Nothing but the exact lines from the one containing "Build a routing" through the last line of the records below belongs in your answer.

#### EXERCISE INPUTS
BEGIN

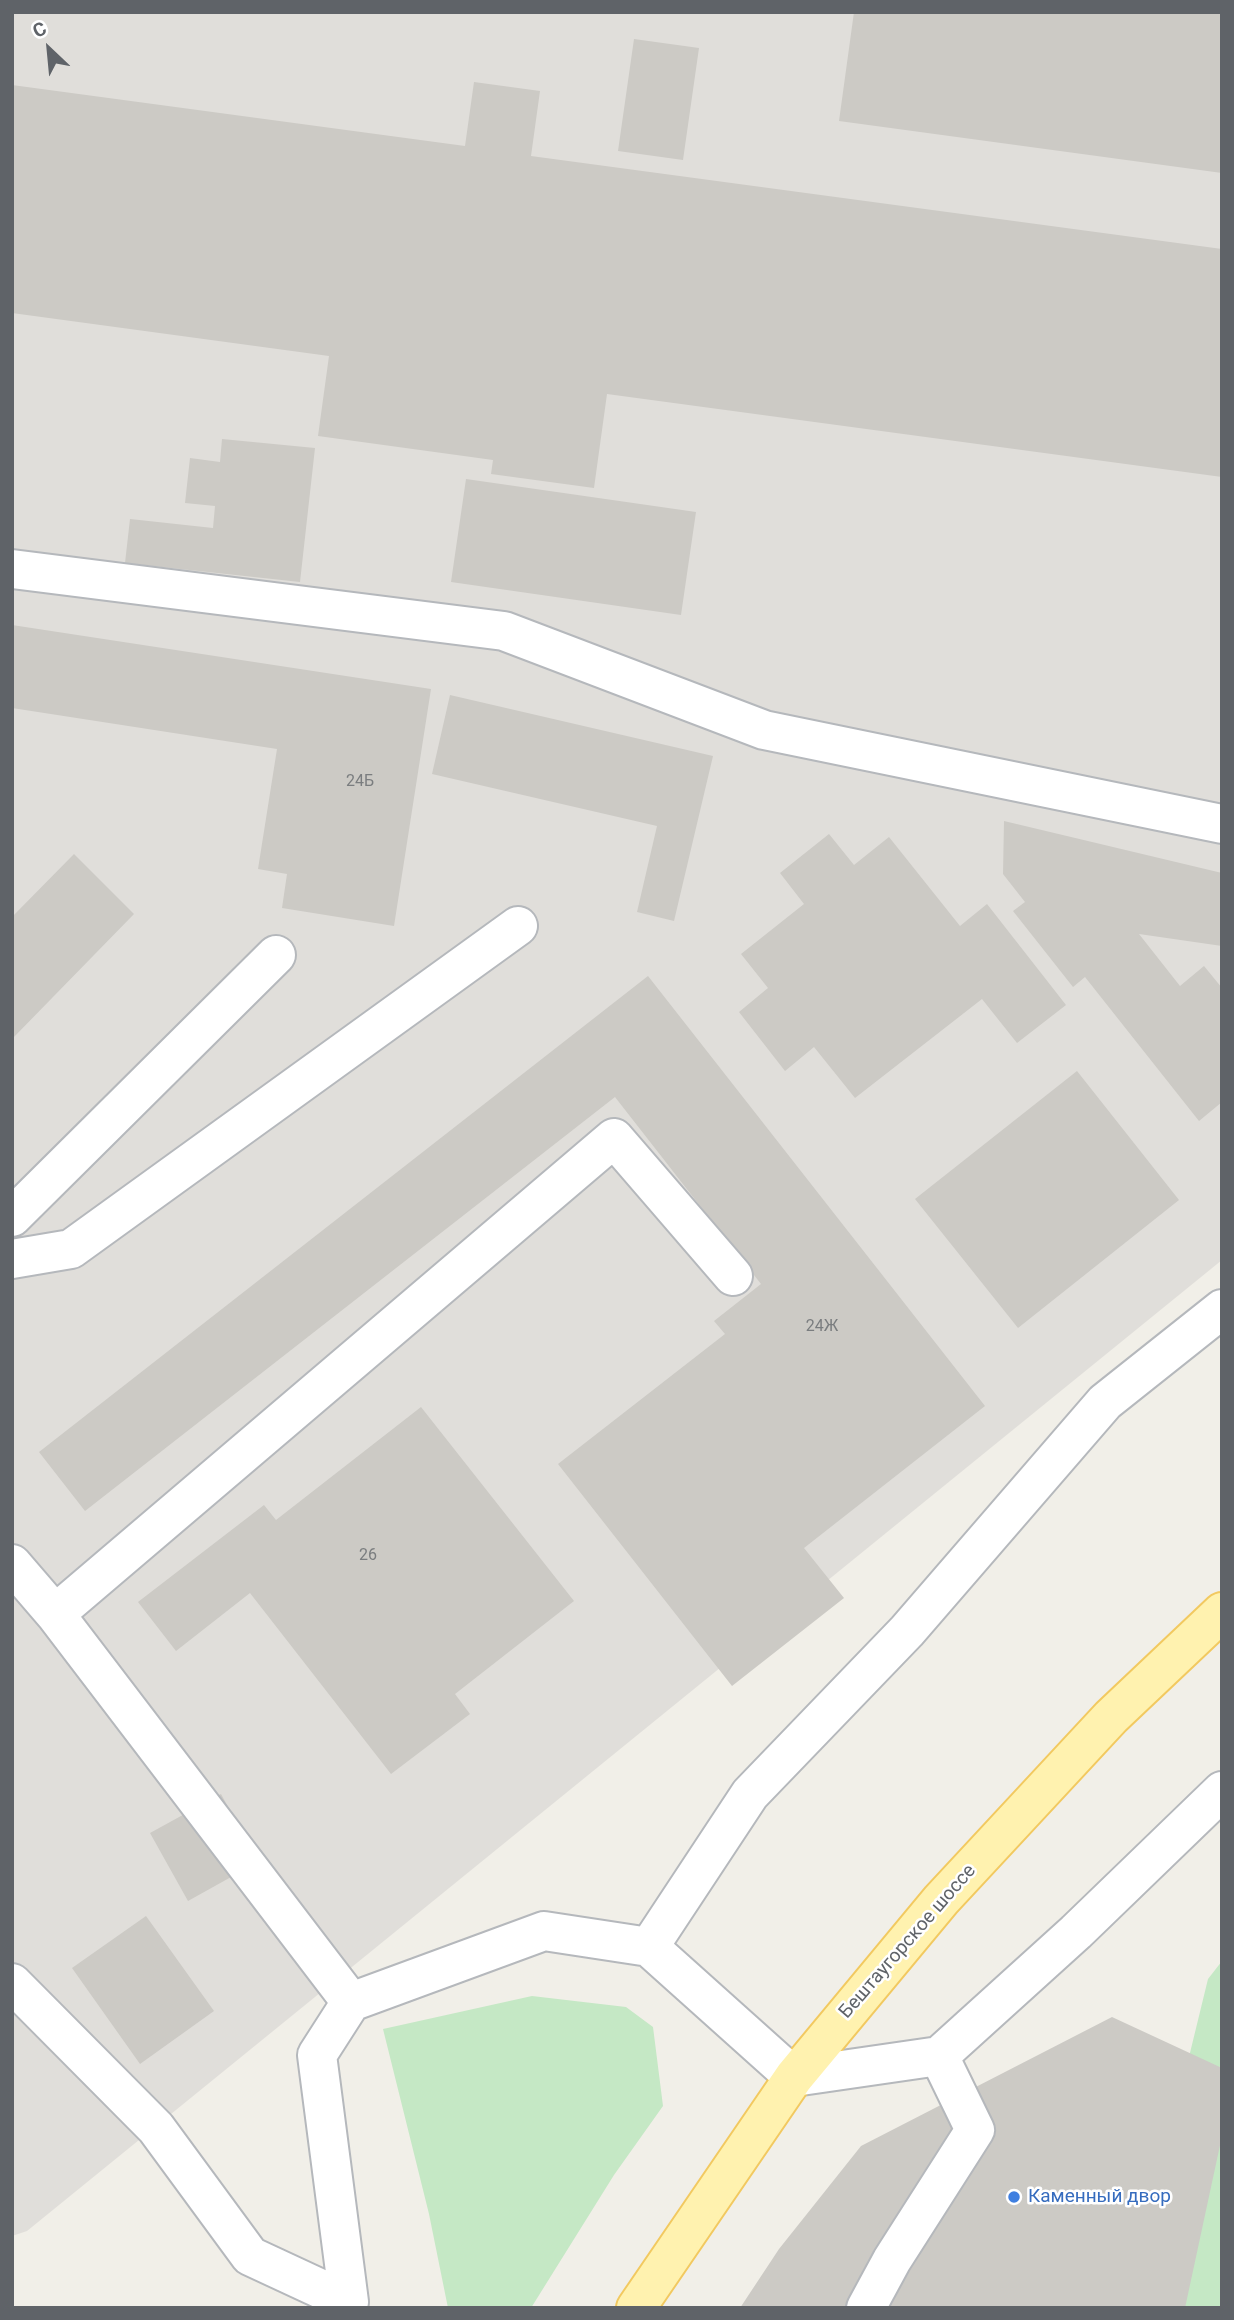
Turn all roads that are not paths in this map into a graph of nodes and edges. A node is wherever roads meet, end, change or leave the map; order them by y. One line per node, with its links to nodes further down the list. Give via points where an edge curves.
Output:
1 (12, 569): 2 (lane, via 504,631 764,730)
2 (1222, 824)
3 (518, 926): 6 (lane, via 71,1249)
4 (276, 956): 5 (lane)
5 (12, 1217)
6 (12, 1259)
7 (733, 1276): 11 (lane, via 614,1138)
8 (1222, 1309): 13 (lane, via 1105,1402 907,1631 750,1794)
9 (12, 1564): 11 (lane)
10 (1222, 1612): 17 (main road, Бештаугорское шоссе, via 1111,1717 941,1900)
11 (55, 1614): 15 (lane)
12 (1222, 1791): 16 (lane)
13 (649, 1947): 15 (lane, via 544,1931); 17 (lane)
14 (12, 1983): 18 (lane, via 156,2128 250,2256)
15 (351, 2002): 18 (lane, via 317,2055)
16 (939, 2056): 17 (lane); 20 (lane, via 975,2130)
17 (794, 2077): 19 (main road, Бештаугорское шоссе)
18 (350, 2306)
19 (636, 2308)
20 (866, 2308)

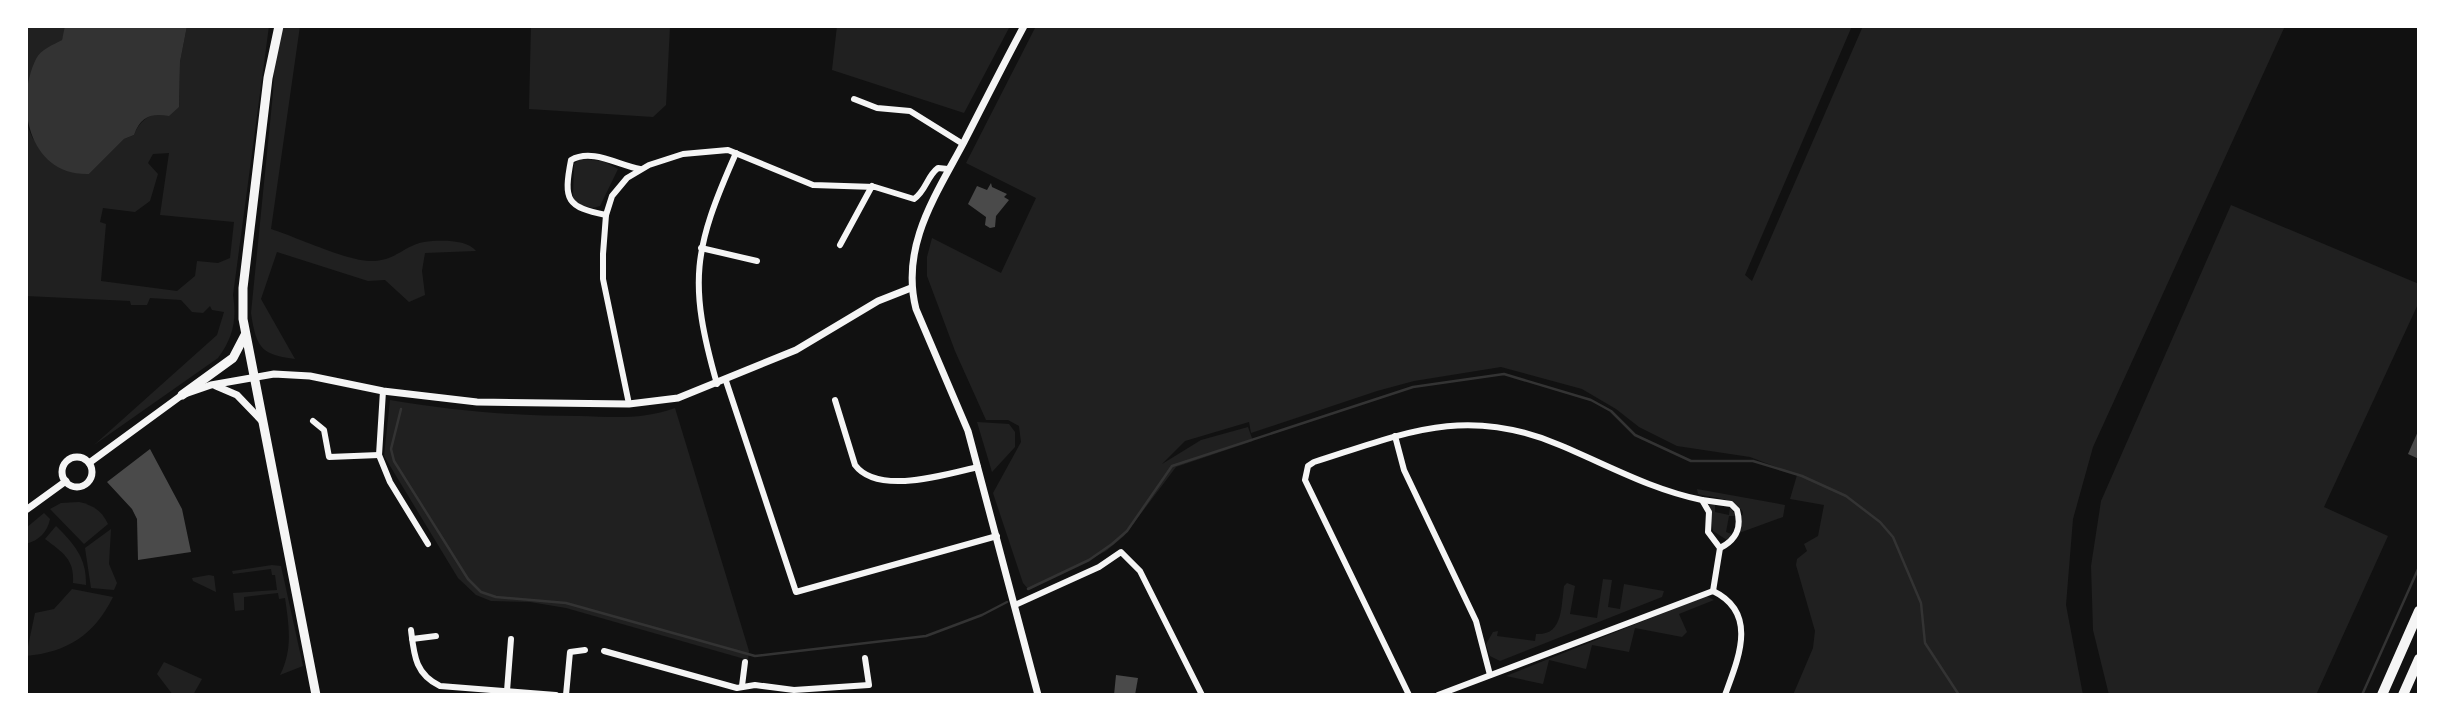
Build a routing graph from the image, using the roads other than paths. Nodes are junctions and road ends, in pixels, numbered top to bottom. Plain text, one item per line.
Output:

END

#### EXERCISE ANSWER
Build a routing graph from the image, using the roads other than paths. Nodes are junctions and road ends, in pixels, numbered top to bottom. Plain text, one item per line.
Output:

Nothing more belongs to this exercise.